大原美術館:『善き盗人』デヴァリエール

作品名は『善き盗人』です。盗人なのに、善き?

大原美術館
ジョルジュ・デヴァリエール(1861-1950)
『善き盗人』1913

【鑑賞の小ネタ】
・キリスト教の磔刑シーン
・盗人は2人描かれている
・キリスト教美術の再興に貢献

現在展示中の『キリストとマドレーヌ』(大原美術館:『キリストとマドレーヌ』デヴァリエール①)は、聖書には記述がない場面ということでした。この『善き盗人』は、聖書に記述のあるキリスト磔刑(たっけい:十字架刑)シーンを描いたものです。十字架にかけられるのはキリストと盗人2人で、キリストを中心に両側に盗人という位置関係で描かれることが多いです。

ルーブル美術館
パオロ・ヴェロネーゼ(1528-1588)
『磔刑』1584

2人が盗人ということは漠然と知ってはいましたが、「善き盗人」とはどういうことなのか筆者は知りませんでした。調べてみたらすぐに判明。キリスト教的には常識のようです。宗教画を理解するためには、やはり、ある程度その宗教を知らないとだめですね。

「善き盗人」はディスマス(Dismas)と呼ばれる盗人で、キリストの右手側(向かって左)に描かれるようです。そしてもう一人の盗人は、ゲスタス(Gestas)と呼ばれる「悪しき盗人」で、キリストの左手側(向かって右)に描かれるということです。「右」は英語で「right」、「正しいこと」などの意味も持っています。だから、キリストの右側に「善き盗人」の方を描くのかなとちょっと思いました。

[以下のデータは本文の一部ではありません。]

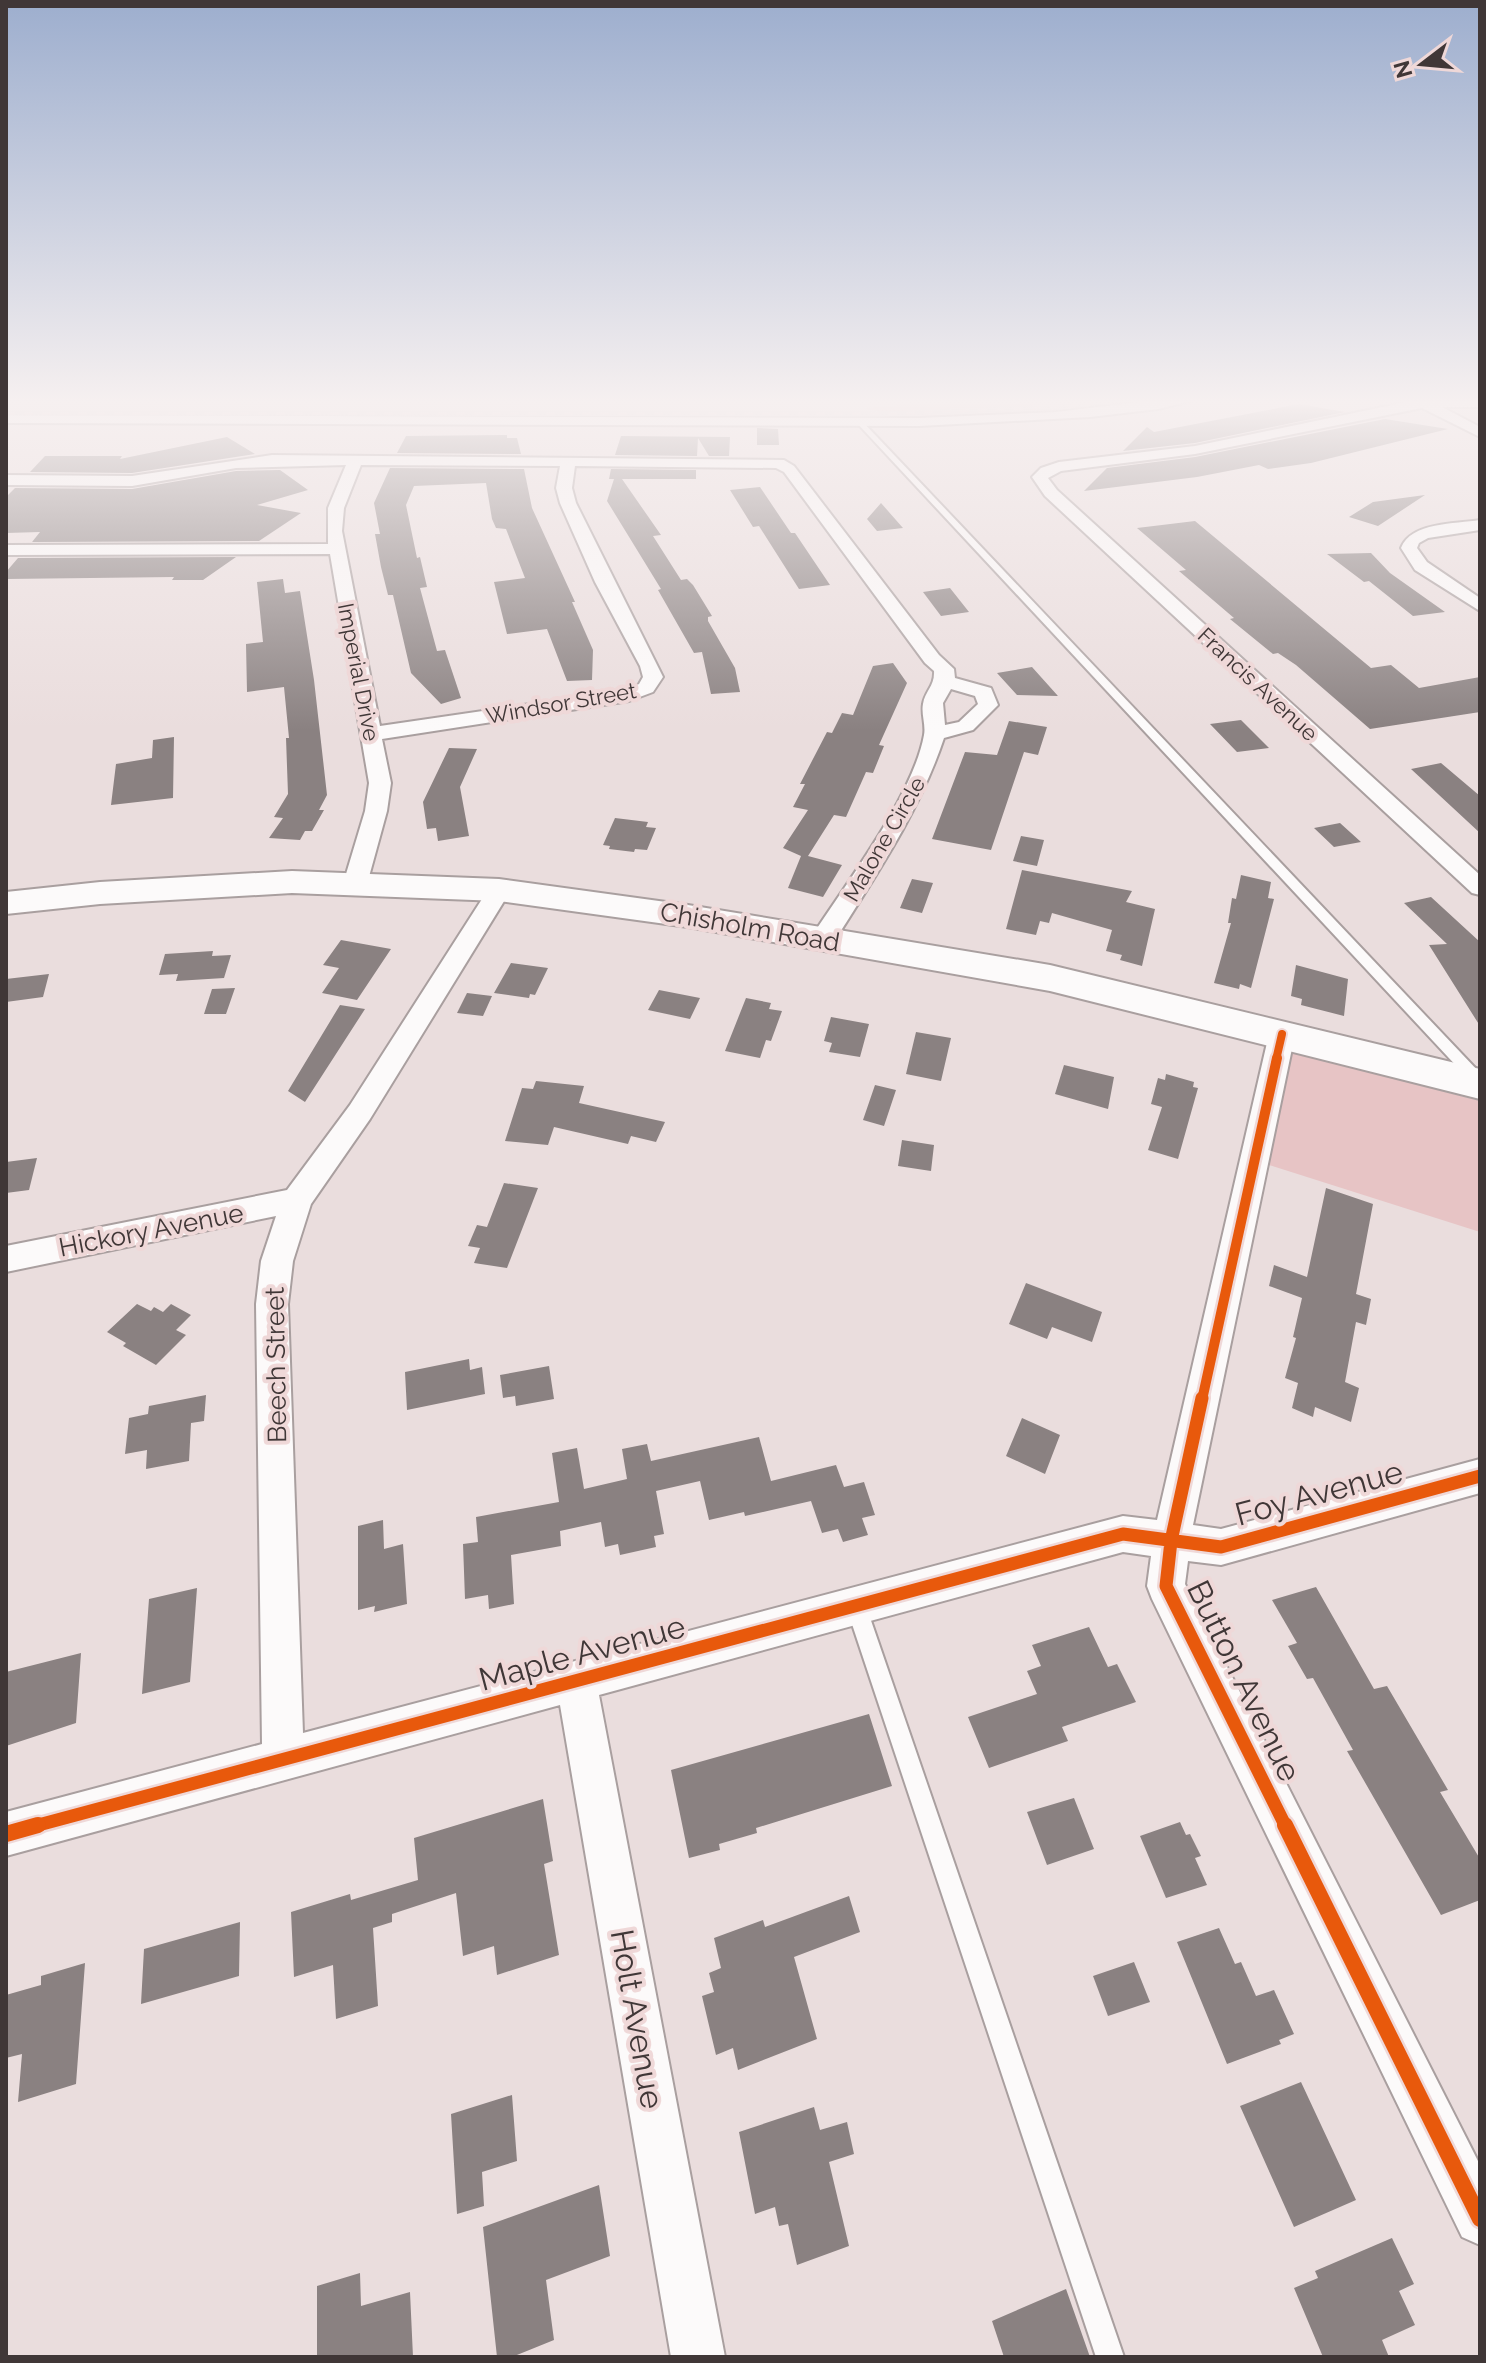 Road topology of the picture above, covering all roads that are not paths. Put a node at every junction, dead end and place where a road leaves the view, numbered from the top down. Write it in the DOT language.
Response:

「善き盗人」は「キリストには罪がない」と述べ、「悪しき盗人」は「メシアなのに自分も我々も救えないのか」と悪口を言ったということです。そして、「善き盗人」は顔をキリストに向けるように描かれ、「悪しき盗人」はキリストから顔をそむけるように描かれることが多いようです。

大原美術館の『善き盗人』を見てみると、キリストの右手側にいる盗人が大きく描かれ、グッと顔をキリストに寄せているのがよく分かります。少し離れて左手側に描かれている「悪しき盗人」の方は、後ろ姿になっていて、かなりうなだれた様子で描かれています。

ところで、絵の中に文字があるのが分かるでしょうか ? まず1つ目。キリストの十字架にある「INRI」です。ラテン語 IESVS NAZARENVS  REX  IVDAEORVMの頭文字で、日本語では「ユダヤ人の王、ナザレのイエス」と訳されます。そして2つ目。「KYRIE ELEISON」は「主よあわれみたまえ」の意、だそうです。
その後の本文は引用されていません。